Stored items from a collection:
┌────────
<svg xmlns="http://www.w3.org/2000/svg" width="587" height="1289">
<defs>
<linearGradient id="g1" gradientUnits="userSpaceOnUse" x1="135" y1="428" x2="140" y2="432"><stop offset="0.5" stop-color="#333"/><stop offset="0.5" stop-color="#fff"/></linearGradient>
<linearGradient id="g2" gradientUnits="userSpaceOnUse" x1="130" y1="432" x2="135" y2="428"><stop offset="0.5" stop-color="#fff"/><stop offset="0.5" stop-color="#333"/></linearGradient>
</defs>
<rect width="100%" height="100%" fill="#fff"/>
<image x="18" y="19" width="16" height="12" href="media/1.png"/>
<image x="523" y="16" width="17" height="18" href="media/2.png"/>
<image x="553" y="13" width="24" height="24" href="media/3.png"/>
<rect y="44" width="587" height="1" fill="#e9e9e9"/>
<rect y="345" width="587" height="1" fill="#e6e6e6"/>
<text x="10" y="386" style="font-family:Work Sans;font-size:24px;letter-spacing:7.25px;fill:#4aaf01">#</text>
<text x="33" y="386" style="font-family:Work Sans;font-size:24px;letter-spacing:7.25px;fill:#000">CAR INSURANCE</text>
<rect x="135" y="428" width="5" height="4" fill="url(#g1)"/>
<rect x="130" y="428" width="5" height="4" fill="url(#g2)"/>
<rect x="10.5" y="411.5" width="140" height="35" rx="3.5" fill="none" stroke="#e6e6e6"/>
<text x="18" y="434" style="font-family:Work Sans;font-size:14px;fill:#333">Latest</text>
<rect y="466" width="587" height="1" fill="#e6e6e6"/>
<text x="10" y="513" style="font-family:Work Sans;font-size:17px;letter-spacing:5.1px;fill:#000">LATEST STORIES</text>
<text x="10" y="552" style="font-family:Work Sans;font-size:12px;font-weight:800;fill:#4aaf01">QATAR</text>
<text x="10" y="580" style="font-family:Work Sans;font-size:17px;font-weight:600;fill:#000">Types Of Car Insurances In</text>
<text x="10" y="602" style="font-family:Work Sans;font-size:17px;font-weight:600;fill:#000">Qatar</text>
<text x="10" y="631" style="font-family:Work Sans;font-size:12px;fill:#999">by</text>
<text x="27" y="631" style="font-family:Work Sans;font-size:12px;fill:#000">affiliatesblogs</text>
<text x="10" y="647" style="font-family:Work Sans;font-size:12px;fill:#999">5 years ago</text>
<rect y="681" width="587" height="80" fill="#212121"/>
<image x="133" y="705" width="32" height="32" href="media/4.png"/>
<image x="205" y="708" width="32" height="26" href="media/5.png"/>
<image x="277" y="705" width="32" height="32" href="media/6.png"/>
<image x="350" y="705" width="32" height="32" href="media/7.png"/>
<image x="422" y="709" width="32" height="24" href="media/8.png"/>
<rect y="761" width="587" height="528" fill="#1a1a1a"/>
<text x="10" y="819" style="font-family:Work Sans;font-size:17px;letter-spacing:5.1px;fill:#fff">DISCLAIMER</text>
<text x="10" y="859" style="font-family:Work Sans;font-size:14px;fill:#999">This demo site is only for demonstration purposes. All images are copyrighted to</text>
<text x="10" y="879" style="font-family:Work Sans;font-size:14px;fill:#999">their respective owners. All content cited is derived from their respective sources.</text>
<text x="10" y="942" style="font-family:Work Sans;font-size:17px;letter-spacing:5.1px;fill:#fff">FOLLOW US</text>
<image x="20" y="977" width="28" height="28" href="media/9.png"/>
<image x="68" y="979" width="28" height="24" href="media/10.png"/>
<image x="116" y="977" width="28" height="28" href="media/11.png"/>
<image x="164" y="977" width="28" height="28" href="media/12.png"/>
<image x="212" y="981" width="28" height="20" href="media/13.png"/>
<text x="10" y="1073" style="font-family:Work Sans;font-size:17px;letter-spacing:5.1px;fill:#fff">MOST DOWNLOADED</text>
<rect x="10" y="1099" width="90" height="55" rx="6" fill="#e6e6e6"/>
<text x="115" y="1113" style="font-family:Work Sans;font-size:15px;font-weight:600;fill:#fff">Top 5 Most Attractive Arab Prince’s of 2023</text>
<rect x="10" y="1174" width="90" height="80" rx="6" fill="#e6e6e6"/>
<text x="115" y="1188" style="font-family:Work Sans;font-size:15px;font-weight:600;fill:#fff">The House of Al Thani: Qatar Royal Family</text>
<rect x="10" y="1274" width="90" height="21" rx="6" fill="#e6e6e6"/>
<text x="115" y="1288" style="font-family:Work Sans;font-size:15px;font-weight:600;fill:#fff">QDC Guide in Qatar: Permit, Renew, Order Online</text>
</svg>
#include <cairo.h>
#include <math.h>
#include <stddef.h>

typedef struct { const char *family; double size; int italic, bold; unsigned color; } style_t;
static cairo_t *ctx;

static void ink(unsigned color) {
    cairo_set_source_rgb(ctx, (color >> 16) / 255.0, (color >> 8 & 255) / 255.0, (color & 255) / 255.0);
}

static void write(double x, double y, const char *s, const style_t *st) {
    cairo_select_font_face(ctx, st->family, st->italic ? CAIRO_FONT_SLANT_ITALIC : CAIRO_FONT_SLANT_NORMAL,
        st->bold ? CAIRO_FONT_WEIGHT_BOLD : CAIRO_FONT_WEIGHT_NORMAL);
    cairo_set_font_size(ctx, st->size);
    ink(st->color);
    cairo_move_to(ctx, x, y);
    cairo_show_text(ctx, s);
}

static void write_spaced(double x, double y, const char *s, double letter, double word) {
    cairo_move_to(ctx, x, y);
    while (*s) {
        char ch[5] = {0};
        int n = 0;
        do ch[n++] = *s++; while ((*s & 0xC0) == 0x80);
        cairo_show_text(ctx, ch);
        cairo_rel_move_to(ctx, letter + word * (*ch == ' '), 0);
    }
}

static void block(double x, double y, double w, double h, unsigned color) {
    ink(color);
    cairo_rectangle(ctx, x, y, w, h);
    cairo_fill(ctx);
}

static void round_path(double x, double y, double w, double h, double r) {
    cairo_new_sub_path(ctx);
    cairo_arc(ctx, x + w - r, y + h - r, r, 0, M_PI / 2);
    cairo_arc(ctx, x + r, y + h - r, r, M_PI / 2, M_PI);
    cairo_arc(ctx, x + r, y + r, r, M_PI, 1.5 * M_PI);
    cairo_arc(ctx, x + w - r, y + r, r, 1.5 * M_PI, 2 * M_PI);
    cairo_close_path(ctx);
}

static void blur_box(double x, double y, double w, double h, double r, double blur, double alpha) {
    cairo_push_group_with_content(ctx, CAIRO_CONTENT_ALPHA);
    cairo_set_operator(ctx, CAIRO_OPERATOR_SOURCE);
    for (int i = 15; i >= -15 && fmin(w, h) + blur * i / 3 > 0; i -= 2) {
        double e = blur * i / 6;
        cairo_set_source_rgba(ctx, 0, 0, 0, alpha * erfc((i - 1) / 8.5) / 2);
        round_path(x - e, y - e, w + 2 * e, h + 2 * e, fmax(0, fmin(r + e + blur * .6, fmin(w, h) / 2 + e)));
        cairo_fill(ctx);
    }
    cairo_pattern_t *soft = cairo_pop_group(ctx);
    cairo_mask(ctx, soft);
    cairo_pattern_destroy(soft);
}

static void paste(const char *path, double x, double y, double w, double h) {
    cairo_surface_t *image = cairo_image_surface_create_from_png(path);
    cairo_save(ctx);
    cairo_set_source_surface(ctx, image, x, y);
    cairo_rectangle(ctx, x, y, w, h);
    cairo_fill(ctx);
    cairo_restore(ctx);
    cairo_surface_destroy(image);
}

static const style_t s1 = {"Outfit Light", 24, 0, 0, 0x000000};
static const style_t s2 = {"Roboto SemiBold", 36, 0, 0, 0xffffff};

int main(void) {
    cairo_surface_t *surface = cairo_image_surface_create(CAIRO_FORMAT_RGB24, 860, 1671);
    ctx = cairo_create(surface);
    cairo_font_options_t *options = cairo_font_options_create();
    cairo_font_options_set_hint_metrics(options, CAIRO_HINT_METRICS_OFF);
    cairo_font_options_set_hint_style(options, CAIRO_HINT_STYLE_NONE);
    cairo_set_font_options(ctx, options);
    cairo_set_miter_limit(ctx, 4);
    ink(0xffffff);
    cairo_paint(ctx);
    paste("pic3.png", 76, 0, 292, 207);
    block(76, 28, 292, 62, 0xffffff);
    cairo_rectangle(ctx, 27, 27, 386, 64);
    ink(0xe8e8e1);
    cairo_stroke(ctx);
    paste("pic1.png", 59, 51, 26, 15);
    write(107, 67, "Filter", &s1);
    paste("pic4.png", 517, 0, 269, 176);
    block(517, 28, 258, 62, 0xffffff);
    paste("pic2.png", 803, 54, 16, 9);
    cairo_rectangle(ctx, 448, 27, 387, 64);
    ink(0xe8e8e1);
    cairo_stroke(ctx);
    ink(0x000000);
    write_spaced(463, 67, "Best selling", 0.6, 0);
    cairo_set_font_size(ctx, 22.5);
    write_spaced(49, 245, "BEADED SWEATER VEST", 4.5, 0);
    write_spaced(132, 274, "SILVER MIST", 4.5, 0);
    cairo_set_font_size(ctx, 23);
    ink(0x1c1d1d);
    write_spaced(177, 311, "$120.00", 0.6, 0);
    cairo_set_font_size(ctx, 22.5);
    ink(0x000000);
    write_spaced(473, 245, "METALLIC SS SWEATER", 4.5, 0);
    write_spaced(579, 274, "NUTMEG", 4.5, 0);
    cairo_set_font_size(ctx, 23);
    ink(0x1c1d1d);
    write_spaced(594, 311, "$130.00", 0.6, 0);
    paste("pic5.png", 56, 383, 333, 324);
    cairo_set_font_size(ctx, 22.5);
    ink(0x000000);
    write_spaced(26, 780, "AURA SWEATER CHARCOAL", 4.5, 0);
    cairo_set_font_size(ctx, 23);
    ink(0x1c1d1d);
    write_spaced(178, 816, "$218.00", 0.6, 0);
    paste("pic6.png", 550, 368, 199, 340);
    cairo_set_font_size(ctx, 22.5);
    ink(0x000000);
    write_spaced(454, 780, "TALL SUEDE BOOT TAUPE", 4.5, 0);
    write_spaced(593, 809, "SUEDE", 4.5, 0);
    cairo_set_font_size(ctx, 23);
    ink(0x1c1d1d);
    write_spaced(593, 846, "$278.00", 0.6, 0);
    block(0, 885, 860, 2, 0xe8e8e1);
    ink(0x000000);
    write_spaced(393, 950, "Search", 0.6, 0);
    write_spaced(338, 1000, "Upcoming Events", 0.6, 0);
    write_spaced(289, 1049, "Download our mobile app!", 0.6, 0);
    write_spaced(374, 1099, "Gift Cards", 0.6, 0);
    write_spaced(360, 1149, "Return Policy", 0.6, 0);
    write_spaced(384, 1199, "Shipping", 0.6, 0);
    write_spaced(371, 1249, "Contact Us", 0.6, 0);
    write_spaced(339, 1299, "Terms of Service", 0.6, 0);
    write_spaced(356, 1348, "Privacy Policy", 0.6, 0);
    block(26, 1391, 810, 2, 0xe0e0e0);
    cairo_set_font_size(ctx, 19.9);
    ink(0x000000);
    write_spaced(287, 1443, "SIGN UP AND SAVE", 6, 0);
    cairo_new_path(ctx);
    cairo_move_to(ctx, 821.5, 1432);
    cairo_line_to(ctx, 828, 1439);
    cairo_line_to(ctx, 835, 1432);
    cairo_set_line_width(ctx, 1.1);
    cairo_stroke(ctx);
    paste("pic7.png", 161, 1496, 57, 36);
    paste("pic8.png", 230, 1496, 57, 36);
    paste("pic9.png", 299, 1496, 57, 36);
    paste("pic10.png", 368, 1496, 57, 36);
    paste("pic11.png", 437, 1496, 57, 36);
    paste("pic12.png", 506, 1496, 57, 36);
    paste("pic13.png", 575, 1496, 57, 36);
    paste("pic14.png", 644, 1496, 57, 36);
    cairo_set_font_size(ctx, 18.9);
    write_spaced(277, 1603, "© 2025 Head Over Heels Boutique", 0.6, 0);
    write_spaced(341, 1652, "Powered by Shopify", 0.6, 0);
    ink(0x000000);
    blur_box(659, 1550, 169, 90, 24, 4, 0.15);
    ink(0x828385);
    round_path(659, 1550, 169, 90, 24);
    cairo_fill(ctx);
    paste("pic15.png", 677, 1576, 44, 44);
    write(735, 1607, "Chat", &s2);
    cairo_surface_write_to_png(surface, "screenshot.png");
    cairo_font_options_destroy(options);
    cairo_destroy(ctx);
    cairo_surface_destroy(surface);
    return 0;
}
└────────
Find the line with "cairo_set_source_rgb(ctx, (color >>" in the entries above. Retype it and each line after it, exactly, through the line with "st->bold ? CAIRO_FONT_WEIGHT_BOLD", and stop there.

**Answer section**
    cairo_set_source_rgb(ctx, (color >> 16) / 255.0, (color >> 8 & 255) / 255.0, (color & 255) / 255.0);
}

static void write(double x, double y, const char *s, const style_t *st) {
    cairo_select_font_face(ctx, st->family, st->italic ? CAIRO_FONT_SLANT_ITALIC : CAIRO_FONT_SLANT_NORMAL,
        st->bold ? CAIRO_FONT_WEIGHT_BOLD : CAIRO_FONT_WEIGHT_NORMAL);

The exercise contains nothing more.